In 1 Corinthians 1:10, the apostle Paul urges believers to “agree with one another in what you say and that there be no divisions among you.” By saying there should be “no divisions among you,” Paul encourages believers to be united as the church as they share the gospel throughout the world.
In the first century AD, the church at Corinth was wrought with factions and divisions. The church was split over which leader or early missionary was their favorite and who they thought was most important to follow. Some preferred Paul while others preferred Apollos or Peter, mostly based on their speaking styles (see “wisdom” and “eloquence” in 1 Corinthians 1:17). Instead of being united under Christ, they were divided over their preferred leader. So, to push back against this temptation to divide, Paul commands them to be agree with one another and to not let there be divisions among them.

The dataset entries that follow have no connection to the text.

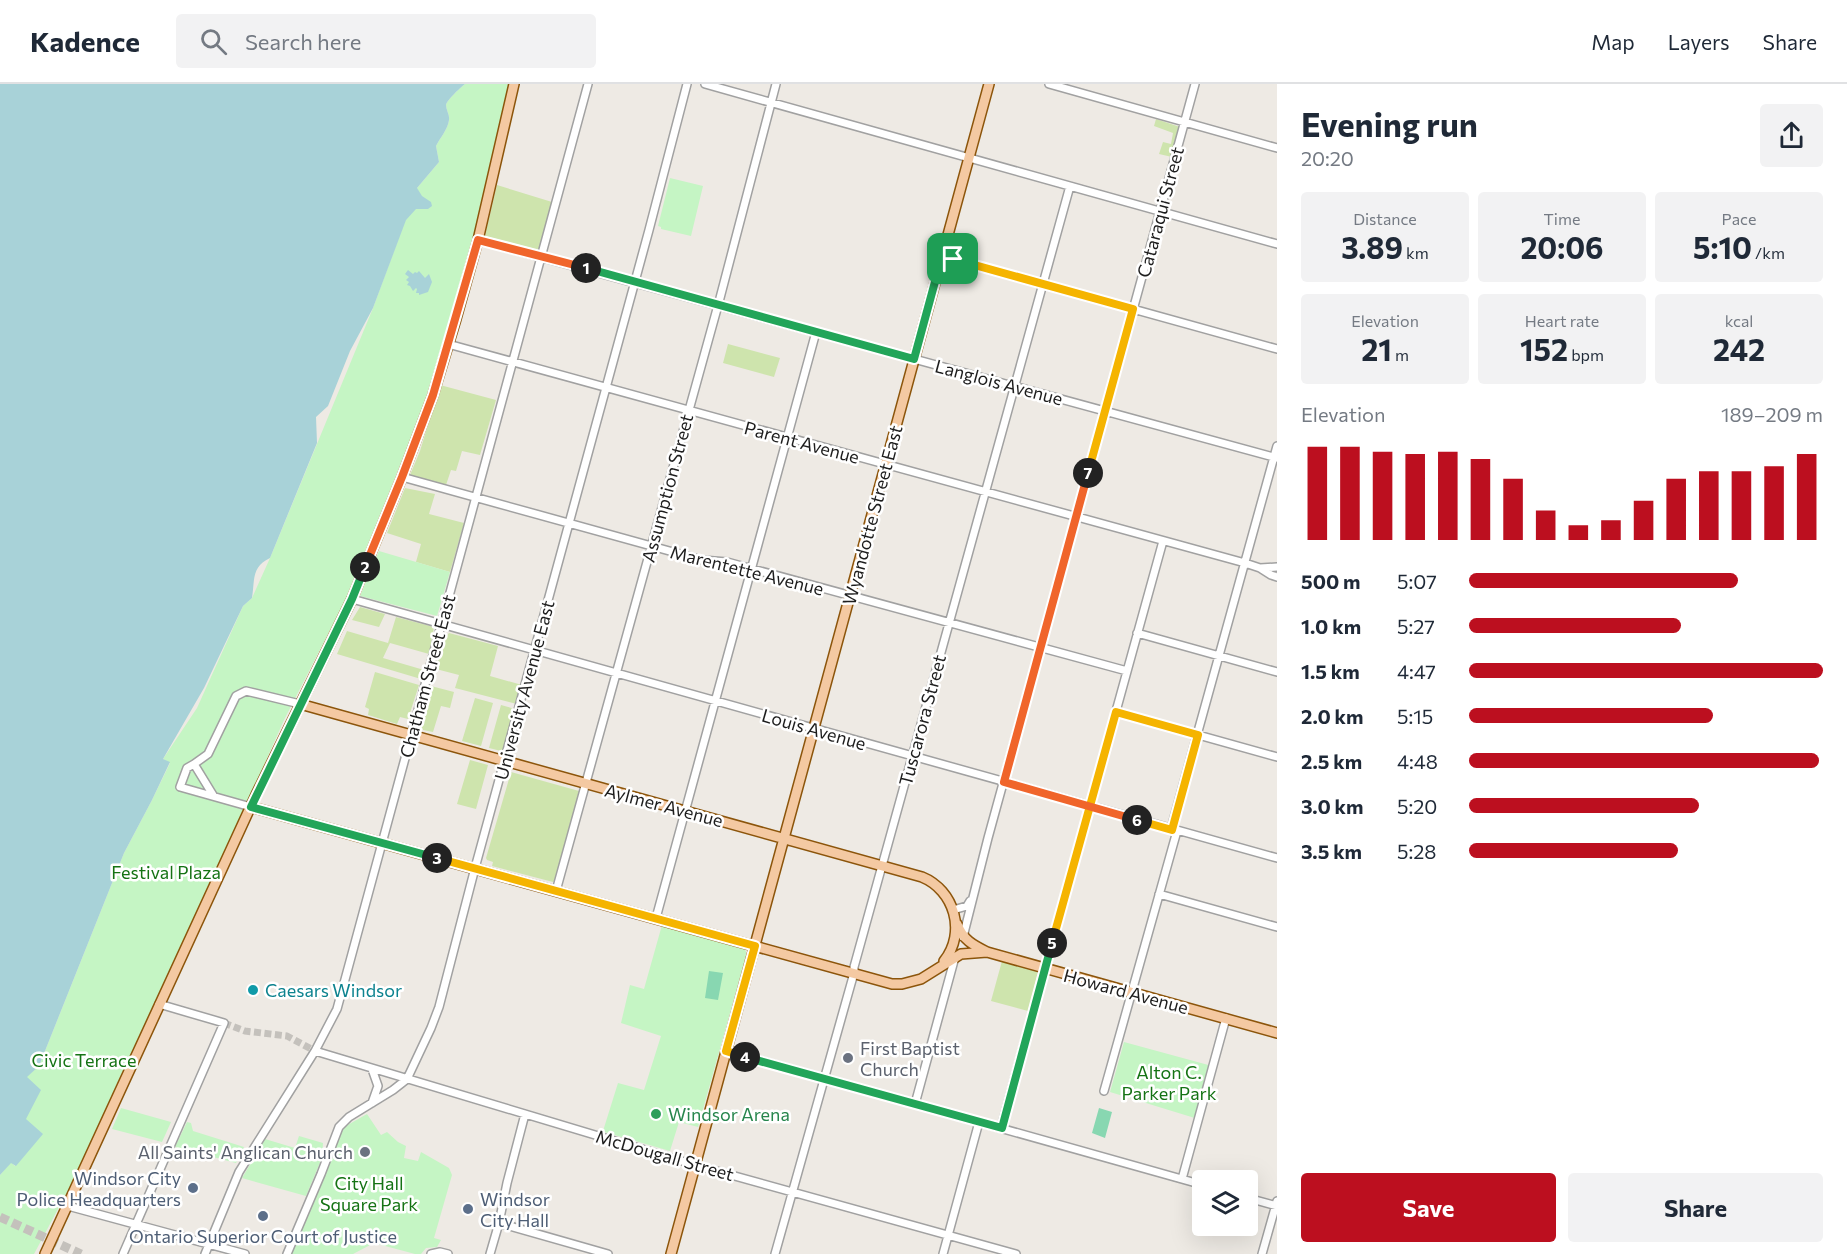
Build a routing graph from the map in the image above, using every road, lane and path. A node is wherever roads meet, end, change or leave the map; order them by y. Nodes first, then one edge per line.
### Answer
1 (514, 84) edge
2 (588, 84) edge
3 (687, 84) edge
4 (705, 84) edge
5 (776, 84) edge
6 (989, 84) edge
7 (1049, 84) edge
8 (1195, 84) edge
9 (771, 102) junction
10 (1185, 122) junction
11 (1277, 148) edge
12 (969, 158) junction
13 (1070, 186) junction
14 (1160, 212) junction
15 (478, 240) junction
16 (1277, 244) edge
17 (541, 256) junction
18 (942, 256) junction
19 (636, 282) junction
20 (1043, 284) junction
21 (717, 305) junction
22 (1133, 309) junction
23 (816, 332) junction
24 (448, 344) junction
25 (1277, 348) edge
26 (914, 359) junction
27 (513, 362) junction
28 (1014, 387) junction
29 (605, 388) junction
30 (688, 411) junction
31 (1105, 411) junction
32 (787, 438) junction
33 (1277, 446) edge
34 (1276, 457) edge
35 (885, 465) junction
36 (402, 477) junction
37 (985, 492) junction
38 (476, 497) junction
39 (1076, 517) junction
40 (569, 523) junction
41 (1163, 541) junction
42 (651, 545) junction
43 (1245, 563) junction
44 (1277, 567) edge
45 (1260, 568) junction
46 (752, 569) junction
47 (1277, 577) edge
48 (850, 596) junction
49 (352, 599) junction
50 (949, 622) junction
51 (441, 624) junction
52 (1137, 633) junction
53 (1040, 648) junction
54 (535, 651) junction
55 (1219, 656) junction
56 (1127, 671) junction
57 (1277, 672) edge
58 (616, 674) junction
59 (716, 702) junction
60 (300, 704) junction
61 (1116, 712) junction
62 (814, 729) junction
63 (411, 735) junction
64 (1198, 735) junction
65 (912, 757) junction
66 (1277, 757) edge
67 (505, 761) junction
68 (194, 764) junction
69 (1004, 782) junction
70 (586, 784) junction
71 (213, 795) junction
72 (251, 807) junction
73 (1090, 807) junction
74 (686, 811) junction
75 (1174, 830) junction
76 (784, 839) junction
77 (383, 843) junction
78 (1277, 858) edge
79 (882, 866) junction
80 (475, 868) junction
81 (556, 891) junction
82 (1159, 894) junction
83 (972, 896) junction
84 (954, 914) junction
85 (656, 918) junction
86 (1277, 927) edge
87 (963, 937) junction
88 (755, 946) junction
89 (987, 952) junction
90 (955, 957) junction
91 (939, 967) junction
92 (1045, 969) junction
93 (854, 973) junction
94 (1131, 992) junction
95 (159, 1004) junction
96 (1226, 1018) junction
97 (1277, 1033) edge
98 (315, 1051) junction
99 (726, 1051) junction
100 (372, 1069) junction
101 (407, 1079) junction
102 (824, 1079) junction
103 (1104, 1091) dead end
104 (372, 1103) junction
105 (915, 1104) junction
106 (525, 1114) junction
107 (979, 1122) junction
108 (1002, 1128) junction
109 (695, 1165) junction
110 (1182, 1179) junction
111 (1192, 1182) edge
112 (792, 1192) junction
113 (1258, 1200) edge
114 (1277, 1204) edge
115 (68, 1206) junction
116 (499, 1223) junction
117 (136, 1224) junction
118 (948, 1235) junction
119 (209, 1244) junction
120 (45, 1254) edge
121 (123, 1254) edge
122 (205, 1254) edge
123 (245, 1254) edge
124 (287, 1254) edge
125 (431, 1254) edge
126 (448, 1254) edge
127 (490, 1254) edge
128 (608, 1254) edge
129 (670, 1254) edge
130 (775, 1254) edge
131 (943, 1254) edge
132 (1016, 1254) edge
133 (1262, 1254) edge

1 - 15 main road
2 - 17 street, Chatham Street East
3 - 19 street, University Avenue East
4 - 9 street
5 - 9 street, Assumption Street
6 - 12 main road, Wyandotte Street East
7 - 10 street
8 - 10 street, Cataraqui Street
9 - 12 street
9 - 21 street, Assumption Street
10 - 11 street
10 - 14 street, Cataraqui Street
12 - 13 street
12 - 18 main road, Wyandotte Street East
13 - 14 street
13 - 20 street, Tuscarora Street
14 - 16 street
14 - 22 street, Cataraqui Street
15 - 17 street, Langlois Avenue
15 - 24 main road
17 - 19 street, Langlois Avenue
17 - 27 street, Chatham Street East
18 - 20 street
18 - 26 main road, Wyandotte Street East
19 - 21 street, Langlois Avenue
19 - 29 street, University Avenue East
20 - 22 street
20 - 28 street, Tuscarora Street
21 - 23 street, Langlois Avenue
21 - 30 street, Assumption Street
22 - 25 street
22 - 31 street, Cataraqui Street
23 - 26 street, Langlois Avenue
23 - 32 street
24 - 27 street, Parent Avenue
24 - 36 main road
26 - 28 street, Langlois Avenue
26 - 35 main road, Wyandotte Street East
27 - 29 street, Parent Avenue
27 - 38 street, Chatham Street East
28 - 31 street, Langlois Avenue
28 - 37 street, Tuscarora Street
29 - 30 street, Parent Avenue
29 - 40 street, University Avenue East
30 - 32 street, Parent Avenue
30 - 42 street, Assumption Street
31 - 34 street, Langlois Avenue
31 - 39 street, Cataraqui Street
32 - 35 street, Parent Avenue
32 - 46 street
33 - 34 street
34 - 43 street
35 - 37 street, Parent Avenue
35 - 48 main road, Wyandotte Street East
36 - 38 street, Marentette Avenue
36 - 49 main road
37 - 39 street, Parent Avenue
37 - 50 street, Tuscarora Street
38 - 40 street, Marentette Avenue
38 - 51 street, Chatham Street East
39 - 41 street, Parent Avenue
39 - 53 street, Cataraqui Street
40 - 42 street, Marentette Avenue
40 - 54 street, University Avenue East
41 - 43 street, Parent Avenue
41 - 52 street
42 - 46 street, Marentette Avenue
42 - 58 street, Assumption Street
43 - 45 street, Parent Avenue
43 - 55 street
44 - 45 street, Parent Avenue
45 - 47 street, Parent Avenue
46 - 48 street, Marentette Avenue
46 - 59 street
48 - 50 street, Marentette Avenue
48 - 62 main road, Wyandotte Street East
49 - 51 street, Louis Avenue
49 - 60 main road
50 - 53 street, Marentette Avenue
50 - 65 street, Tuscarora Street
51 - 54 street, Louis Avenue
51 - 63 street, Chatham Street East
52 - 55 street
52 - 56 street
53 - 56 street, Marentette Avenue
53 - 69 street, Cataraqui Street
54 - 58 street, Louis Avenue
54 - 67 street, University Avenue East
55 - 57 street
55 - 64 street
56 - 61 street
58 - 59 street, Louis Avenue
58 - 70 street, Assumption Street
59 - 62 street, Louis Avenue
59 - 74 street
60 - 63 main road, Aylmer Avenue
60 - 68 street
60 - 72 main road
61 - 64 street
61 - 73 street
62 - 65 street, Louis Avenue
62 - 76 main road, Wyandotte Street East
63 - 67 main road, Aylmer Avenue
63 - 77 street, Chatham Street East
64 - 66 street
64 - 75 street
65 - 69 street, Louis Avenue
65 - 79 street, Tuscarora Street
67 - 70 main road, Aylmer Avenue
67 - 80 street, University Avenue East
68 - 71 street
68 - 71 street
69 - 73 street, Louis Avenue
69 - 83 street, Cataraqui Street
70 - 74 main road, Aylmer Avenue
70 - 81 street, Assumption Street
71 - 72 street
72 - 77 main road
72 - 95 main road
73 - 75 street, Louis Avenue
73 - 92 street
74 - 76 main road, Aylmer Avenue
74 - 85 street
75 - 78 street, Louis Avenue
75 - 82 street
76 - 79 main road, Aylmer Avenue
76 - 88 main road, Wyandotte Street East
77 - 80 main road
77 - 98 street, Chatham Street East
79 - 84 main road, Aylmer Avenue
79 - 93 street, Tuscarora Street
80 - 81 main road
80 - 101 street, University Avenue East
81 - 85 main road
82 - 86 street
82 - 94 street
83 - 84 street
83 - 87 street, Cataraqui Street
84 - 87 main road
84 - 91 main road
85 - 88 main road
87 - 89 main road, Howard Avenue
88 - 93 main road
88 - 99 main road, Wyandotte Street East
89 - 90 main road
89 - 92 main road, Howard Avenue
90 - 91 main road
90 - 105 street
91 - 93 main road
92 - 94 main road, Howard Avenue
92 - 108 street
93 - 102 street, Tuscarora Street
94 - 96 main road, Howard Avenue
94 - 103 street
95 - 115 main road
95 - 117 street
96 - 97 main road, Howard Avenue
96 - 110 street
98 - 100 street, McDougall Street
98 - 119 street, Chatham Street East
99 - 102 street
99 - 109 main road, Wyandotte Street East
100 - 101 street, McDougall Street
100 - 104 street
101 - 104 street, University Avenue East
101 - 106 street, McDougall Street
102 - 105 street
102 - 112 street, Tuscarora Street
104 - 124 street, University Avenue East
105 - 107 street
106 - 109 street, McDougall Street
106 - 116 street
107 - 108 street
107 - 118 street
108 - 110 street
109 - 112 street, McDougall Street
109 - 129 main road, Wyandotte Street East
110 - 111 street
112 - 118 street, McDougall Street
112 - 130 street, Tuscarora Street
113 - 114 street
114 - 133 street
115 - 117 street
115 - 120 main road
116 - 127 street
116 - 128 street
117 - 119 street
117 - 121 street
118 - 131 street
118 - 132 street, McDougall Street
119 - 122 street, Chatham Street East
119 - 123 street
125 - 126 street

One important reason why believers should not let there be divisions among them is that it hinders their ability to grow and mature spiritually. In Ephesians 4:3, Paul commands believers to “make every effort to keep the unity of the Spirit through the bond of peace.” He then goes on to say in Ephesians 4:15 that believers, as the united Body of Christ, will “grow to become in every respect the mature body of him who is the head, that is, Christ.” In other words, if there are divisions among us as believers, we will not mature the way God desires us to. Spiritual growth happens when believers are united as they gather and worship God.
Another reason why believers should not let there be divisions among them is that it distracts them from their mission in making disciples of all nations (Matthew 28:19–20). After Paul urges the Corinthian believers to agree with one another, he says that his sole mission as an apostle of Christ was to preach the gospel (see 1 Corinthians 1:17). He didn’t want to be remembered for his influence or for the way he spoke or even for the people he baptized. He only wanted to be remembered as someone who faithfully preached the gospel. Likewise, if we as believers focus on the ways we are divided over personal and preferred inclinations, we’ll miss the opportunities God gives us every day to share the gospel with those around us.
Finally, perhaps the biggest reason why believers should not let there be divisions among them is that it hurts their witness to the world in revealing who God is. In John 17, just before Jesus was arrested and crucified, He prayed to God the Father for all believers throughout history: “May they all be one, as you, Father, are in me and I am in you. May they also be in us, so that the world may believe you sent me” (John 17:21). In other words, Jesus prayed for all those who follow Him to be united in order to help the world believe who He is, the Son of God. So when there are divisions among us as believers, it hinders our ability to show the world who God is and what He is like—the perfectly united Triune God.
Believers in Christ should not allow personal preferences related to politics, education styles, sports, favorite speakers, or anything else divide them, especially to the point that they are known more for what they disagree on than what they agree on. Christians should first and foremost be known as a unified group of people who worship and praise Jesus as the Son of God who came to die for the sins of the world.